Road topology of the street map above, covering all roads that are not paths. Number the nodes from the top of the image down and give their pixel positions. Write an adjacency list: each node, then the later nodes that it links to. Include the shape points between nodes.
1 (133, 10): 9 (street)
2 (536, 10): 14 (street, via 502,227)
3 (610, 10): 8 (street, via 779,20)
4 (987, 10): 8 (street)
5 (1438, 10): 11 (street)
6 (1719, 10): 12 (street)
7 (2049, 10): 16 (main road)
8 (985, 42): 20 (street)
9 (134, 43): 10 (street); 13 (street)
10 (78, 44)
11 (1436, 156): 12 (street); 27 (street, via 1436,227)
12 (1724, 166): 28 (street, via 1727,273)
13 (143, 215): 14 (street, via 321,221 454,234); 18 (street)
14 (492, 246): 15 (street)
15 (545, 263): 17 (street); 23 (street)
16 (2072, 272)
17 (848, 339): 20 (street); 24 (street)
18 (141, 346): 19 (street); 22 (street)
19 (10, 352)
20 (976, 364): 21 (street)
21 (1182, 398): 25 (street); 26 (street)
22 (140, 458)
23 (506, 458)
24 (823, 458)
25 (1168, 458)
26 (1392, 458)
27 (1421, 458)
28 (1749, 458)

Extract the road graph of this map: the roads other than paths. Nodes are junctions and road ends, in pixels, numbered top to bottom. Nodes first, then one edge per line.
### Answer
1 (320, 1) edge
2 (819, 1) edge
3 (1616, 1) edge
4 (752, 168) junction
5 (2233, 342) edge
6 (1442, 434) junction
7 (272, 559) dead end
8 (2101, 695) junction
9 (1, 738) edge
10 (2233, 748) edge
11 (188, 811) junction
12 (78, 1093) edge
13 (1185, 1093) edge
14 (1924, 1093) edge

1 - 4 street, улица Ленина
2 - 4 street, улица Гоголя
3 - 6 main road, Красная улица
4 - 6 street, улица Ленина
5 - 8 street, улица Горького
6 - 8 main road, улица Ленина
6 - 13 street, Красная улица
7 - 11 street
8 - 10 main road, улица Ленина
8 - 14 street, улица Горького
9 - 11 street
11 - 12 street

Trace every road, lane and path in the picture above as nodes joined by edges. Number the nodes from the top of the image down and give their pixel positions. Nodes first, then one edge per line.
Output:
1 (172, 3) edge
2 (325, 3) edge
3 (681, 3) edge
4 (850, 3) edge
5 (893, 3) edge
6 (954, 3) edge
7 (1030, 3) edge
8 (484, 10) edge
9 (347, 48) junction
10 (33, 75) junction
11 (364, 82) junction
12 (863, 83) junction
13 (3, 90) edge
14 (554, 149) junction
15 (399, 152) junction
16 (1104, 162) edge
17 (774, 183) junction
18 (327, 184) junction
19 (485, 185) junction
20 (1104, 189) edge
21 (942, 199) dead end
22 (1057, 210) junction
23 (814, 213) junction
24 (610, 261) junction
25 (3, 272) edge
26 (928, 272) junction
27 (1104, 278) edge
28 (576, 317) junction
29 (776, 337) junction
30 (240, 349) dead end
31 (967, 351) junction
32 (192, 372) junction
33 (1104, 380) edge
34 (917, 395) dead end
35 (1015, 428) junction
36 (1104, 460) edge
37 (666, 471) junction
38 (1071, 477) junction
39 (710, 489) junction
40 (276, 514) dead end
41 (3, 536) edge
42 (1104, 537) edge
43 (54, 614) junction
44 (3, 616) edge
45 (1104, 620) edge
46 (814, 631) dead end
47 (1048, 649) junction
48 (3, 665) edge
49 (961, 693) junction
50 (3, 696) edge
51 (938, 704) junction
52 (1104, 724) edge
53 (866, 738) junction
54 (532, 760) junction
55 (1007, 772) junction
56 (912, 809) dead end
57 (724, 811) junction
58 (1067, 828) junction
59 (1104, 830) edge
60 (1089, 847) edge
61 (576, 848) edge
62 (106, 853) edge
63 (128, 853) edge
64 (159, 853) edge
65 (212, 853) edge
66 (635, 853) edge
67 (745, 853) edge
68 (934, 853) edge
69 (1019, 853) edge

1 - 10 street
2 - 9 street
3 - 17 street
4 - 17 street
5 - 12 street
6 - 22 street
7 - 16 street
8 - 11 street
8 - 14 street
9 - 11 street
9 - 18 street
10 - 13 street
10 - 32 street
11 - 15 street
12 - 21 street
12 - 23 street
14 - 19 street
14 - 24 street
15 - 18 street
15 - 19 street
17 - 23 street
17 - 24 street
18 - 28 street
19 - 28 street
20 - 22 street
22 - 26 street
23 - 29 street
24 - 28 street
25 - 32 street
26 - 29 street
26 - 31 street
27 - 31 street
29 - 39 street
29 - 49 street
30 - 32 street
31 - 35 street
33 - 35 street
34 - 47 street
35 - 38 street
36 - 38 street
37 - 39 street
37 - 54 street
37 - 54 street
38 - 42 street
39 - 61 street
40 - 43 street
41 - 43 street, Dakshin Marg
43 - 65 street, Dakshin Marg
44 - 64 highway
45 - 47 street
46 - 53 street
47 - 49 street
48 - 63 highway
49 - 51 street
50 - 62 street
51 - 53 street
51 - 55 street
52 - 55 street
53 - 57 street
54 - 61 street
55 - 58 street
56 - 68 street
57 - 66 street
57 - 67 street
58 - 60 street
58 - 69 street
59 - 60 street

┄┄┄┄┄┄

> **Activity**
Restate each line of the records above without any deviation.

> **Final answer**
Road topology of the street map above, covering all roads that are not paths. Number the nodes from the top of the image down and give their pixel positions. Write an adjacency list: each node, then the later nodes that it links to. Include the shape points between nodes.
1 (133, 10): 9 (street)
2 (536, 10): 14 (street, via 502,227)
3 (610, 10): 8 (street, via 779,20)
4 (987, 10): 8 (street)
5 (1438, 10): 11 (street)
6 (1719, 10): 12 (street)
7 (2049, 10): 16 (main road)
8 (985, 42): 20 (street)
9 (134, 43): 10 (street); 13 (street)
10 (78, 44)
11 (1436, 156): 12 (street); 27 (street, via 1436,227)
12 (1724, 166): 28 (street, via 1727,273)
13 (143, 215): 14 (street, via 321,221 454,234); 18 (street)
14 (492, 246): 15 (street)
15 (545, 263): 17 (street); 23 (street)
16 (2072, 272)
17 (848, 339): 20 (street); 24 (street)
18 (141, 346): 19 (street); 22 (street)
19 (10, 352)
20 (976, 364): 21 (street)
21 (1182, 398): 25 (street); 26 (street)
22 (140, 458)
23 (506, 458)
24 (823, 458)
25 (1168, 458)
26 (1392, 458)
27 (1421, 458)
28 (1749, 458)

Extract the road graph of this map: the roads other than paths. Nodes are junctions and road ends, in pixels, numbered top to bottom. Nodes first, then one edge per line.
### Answer
1 (320, 1) edge
2 (819, 1) edge
3 (1616, 1) edge
4 (752, 168) junction
5 (2233, 342) edge
6 (1442, 434) junction
7 (272, 559) dead end
8 (2101, 695) junction
9 (1, 738) edge
10 (2233, 748) edge
11 (188, 811) junction
12 (78, 1093) edge
13 (1185, 1093) edge
14 (1924, 1093) edge

1 - 4 street, улица Ленина
2 - 4 street, улица Гоголя
3 - 6 main road, Красная улица
4 - 6 street, улица Ленина
5 - 8 street, улица Горького
6 - 8 main road, улица Ленина
6 - 13 street, Красная улица
7 - 11 street
8 - 10 main road, улица Ленина
8 - 14 street, улица Горького
9 - 11 street
11 - 12 street

Trace every road, lane and path in the picture above as nodes joined by edges. Number the nodes from the top of the image down and give their pixel positions. Nodes first, then one edge per line.
Output:
1 (172, 3) edge
2 (325, 3) edge
3 (681, 3) edge
4 (850, 3) edge
5 (893, 3) edge
6 (954, 3) edge
7 (1030, 3) edge
8 (484, 10) edge
9 (347, 48) junction
10 (33, 75) junction
11 (364, 82) junction
12 (863, 83) junction
13 (3, 90) edge
14 (554, 149) junction
15 (399, 152) junction
16 (1104, 162) edge
17 (774, 183) junction
18 (327, 184) junction
19 (485, 185) junction
20 (1104, 189) edge
21 (942, 199) dead end
22 (1057, 210) junction
23 (814, 213) junction
24 (610, 261) junction
25 (3, 272) edge
26 (928, 272) junction
27 (1104, 278) edge
28 (576, 317) junction
29 (776, 337) junction
30 (240, 349) dead end
31 (967, 351) junction
32 (192, 372) junction
33 (1104, 380) edge
34 (917, 395) dead end
35 (1015, 428) junction
36 (1104, 460) edge
37 (666, 471) junction
38 (1071, 477) junction
39 (710, 489) junction
40 (276, 514) dead end
41 (3, 536) edge
42 (1104, 537) edge
43 (54, 614) junction
44 (3, 616) edge
45 (1104, 620) edge
46 (814, 631) dead end
47 (1048, 649) junction
48 (3, 665) edge
49 (961, 693) junction
50 (3, 696) edge
51 (938, 704) junction
52 (1104, 724) edge
53 (866, 738) junction
54 (532, 760) junction
55 (1007, 772) junction
56 (912, 809) dead end
57 (724, 811) junction
58 (1067, 828) junction
59 (1104, 830) edge
60 (1089, 847) edge
61 (576, 848) edge
62 (106, 853) edge
63 (128, 853) edge
64 (159, 853) edge
65 (212, 853) edge
66 (635, 853) edge
67 (745, 853) edge
68 (934, 853) edge
69 (1019, 853) edge

1 - 10 street
2 - 9 street
3 - 17 street
4 - 17 street
5 - 12 street
6 - 22 street
7 - 16 street
8 - 11 street
8 - 14 street
9 - 11 street
9 - 18 street
10 - 13 street
10 - 32 street
11 - 15 street
12 - 21 street
12 - 23 street
14 - 19 street
14 - 24 street
15 - 18 street
15 - 19 street
17 - 23 street
17 - 24 street
18 - 28 street
19 - 28 street
20 - 22 street
22 - 26 street
23 - 29 street
24 - 28 street
25 - 32 street
26 - 29 street
26 - 31 street
27 - 31 street
29 - 39 street
29 - 49 street
30 - 32 street
31 - 35 street
33 - 35 street
34 - 47 street
35 - 38 street
36 - 38 street
37 - 39 street
37 - 54 street
37 - 54 street
38 - 42 street
39 - 61 street
40 - 43 street
41 - 43 street, Dakshin Marg
43 - 65 street, Dakshin Marg
44 - 64 highway
45 - 47 street
46 - 53 street
47 - 49 street
48 - 63 highway
49 - 51 street
50 - 62 street
51 - 53 street
51 - 55 street
52 - 55 street
53 - 57 street
54 - 61 street
55 - 58 street
56 - 68 street
57 - 66 street
57 - 67 street
58 - 60 street
58 - 69 street
59 - 60 street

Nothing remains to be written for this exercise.